The room fell into silence, the weight of Vynn's story settling heavily over them. For a long moment, no one moved, the stillness stretching out like a void.
Then Cairon stiffened.
The room's edges seemed to blur, the corners darkening as though shadows were bleeding from the walls. A faint hum began—low and hollow, like the distant tolling of a bell. Cairon frowned, his heart quickening as the air grew thicker.
He heard it then.
"The A… The A… The A…"
The whisper. Soft, insidious, rippling through the space around him. It felt like it was crawling into his ears, his bones. Cairon's breathing quickened as the room dimmed further. The faint light flickered and waned, swallowed by the creeping darkness.

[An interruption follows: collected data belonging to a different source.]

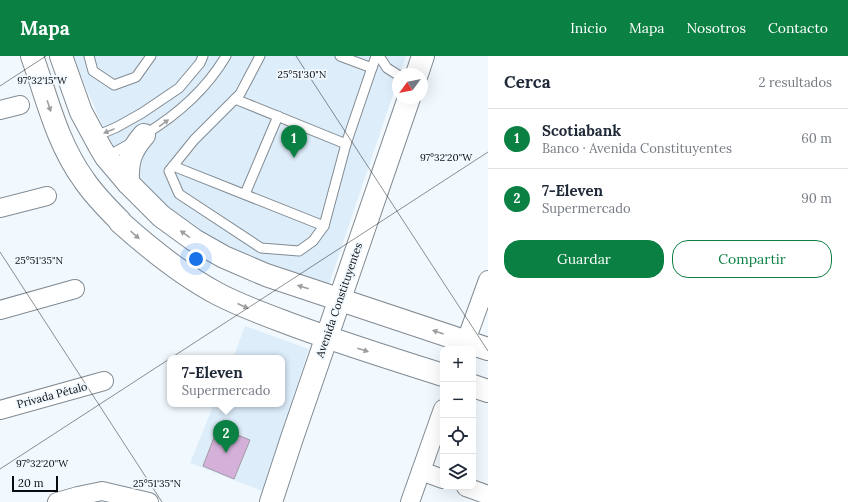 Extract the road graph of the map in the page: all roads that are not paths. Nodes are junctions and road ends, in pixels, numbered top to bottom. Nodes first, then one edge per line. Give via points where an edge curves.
1 (32, 56) edge
2 (61, 56) edge
3 (89, 56) edge
4 (151, 56) edge
5 (203, 56) edge
6 (226, 56) edge
7 (260, 56) edge
8 (340, 56) edge
9 (376, 56) edge
10 (379, 56) edge
11 (423, 56) edge
12 (372, 68) junction
13 (419, 68) edge
14 (392, 71) edge
15 (235, 99) junction
16 (406, 104) edge
17 (20, 105) dead end
18 (0, 110) edge
19 (278, 116) junction
20 (94, 136) junction
21 (144, 136) junction
22 (61, 141) junction
23 (346, 144) junction
24 (106, 157) junction
25 (173, 166) junction
26 (128, 183) junction
27 (245, 194) junction
28 (47, 196) dead end
29 (102, 203) junction
30 (0, 208) edge
31 (324, 226) junction
32 (488, 280) edge
33 (75, 289) dead end
34 (340, 299) junction
35 (0, 310) edge
36 (326, 338) junction
37 (465, 345) edge
38 (488, 349) edge
39 (440, 374) edge
40 (104, 381) dead end
41 (476, 387) edge
42 (488, 391) edge
43 (0, 410) edge
44 (440, 417) edge
45 (421, 471) junction
46 (440, 478) edge
47 (474, 490) edge
48 (488, 495) edge
49 (57, 502) edge
50 (149, 502) edge
51 (271, 502) edge
52 (410, 502) edge

1 -> 22 street
2 - 20 street via 81,112
3 - 4 lane via 93,71 114,85 136,77
5 -> 20 lane via 180,88 117,127
21 -> 6 lane via 175,115 193,98 205,86
7 - 15 lane
8 - 12 lane
9 - 12 lane
10 - 14 lane
11 - 13 street
12 - 23 lane
15 - 19 lane
15 - 25 lane via 194,140
16 - 34 street, Avenida Constituyentes
17 - 18 street
19 - 23 lane
19 - 27 lane
20 - 22 street
20 - 24 street
21 - 24 lane
21 - 26 street via 130,157
22 - 29 street via 84,180
23 - 31 lane
24 - 26 street
24 - 29 street via 96,177
25 - 27 lane
25 - 31 lane via 169,171 179,194 261,248 299,251 314,241
34 -> 26 street via 266,275 194,240 161,216
27 - 31 lane
28 - 30 street
29 -> 36 street via 139,239 188,276 216,293
32 - 37 street
33 - 35 street
34 - 36 street, Avenida Constituyentes
37 -> 34 street
36 -> 39 street
36 - 51 street, Avenida Constituyentes
37 - 38 street
40 - 43 street, Privada Pétalo
41 - 42 street
44 - 45 street
45 - 46 street
45 - 52 street
47 - 48 street
49 - 50 street via 102,491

A smell filled the space—salt and smoke. The faint tang of fire, metal, and the sea all at once. Cairon's eyes darted to the others, but they didn't seem to notice. Marek's voice was distant, muffled, as though coming from underwater.
"Cairon?"
The whisper grew louder, though it remained soft—ever soft.
"The A… The A… The A…"
The darkness pressed closer, cold and alive. Cairon clenched his fists, his nails digging into his palms. He could feel something shifting around him—something vast and unseen.
And then, as quickly as it began, the whisper stopped.
The room snapped back into focus—the light returning, the shadows retreating. Cairon stumbled slightly, breathless, his pulse pounding in his ears.
"Cairon?" Marek said again, this time louder, his eyes narrowing in concern. "What's wrong?"
Cairon looked up, his face pale and his voice barely above a whisper.
"Nothing," he lied, though his trembling hands betrayed him.
"The A… The A… The A…"
The words still lingered, faint and lingering like smoke in his mind.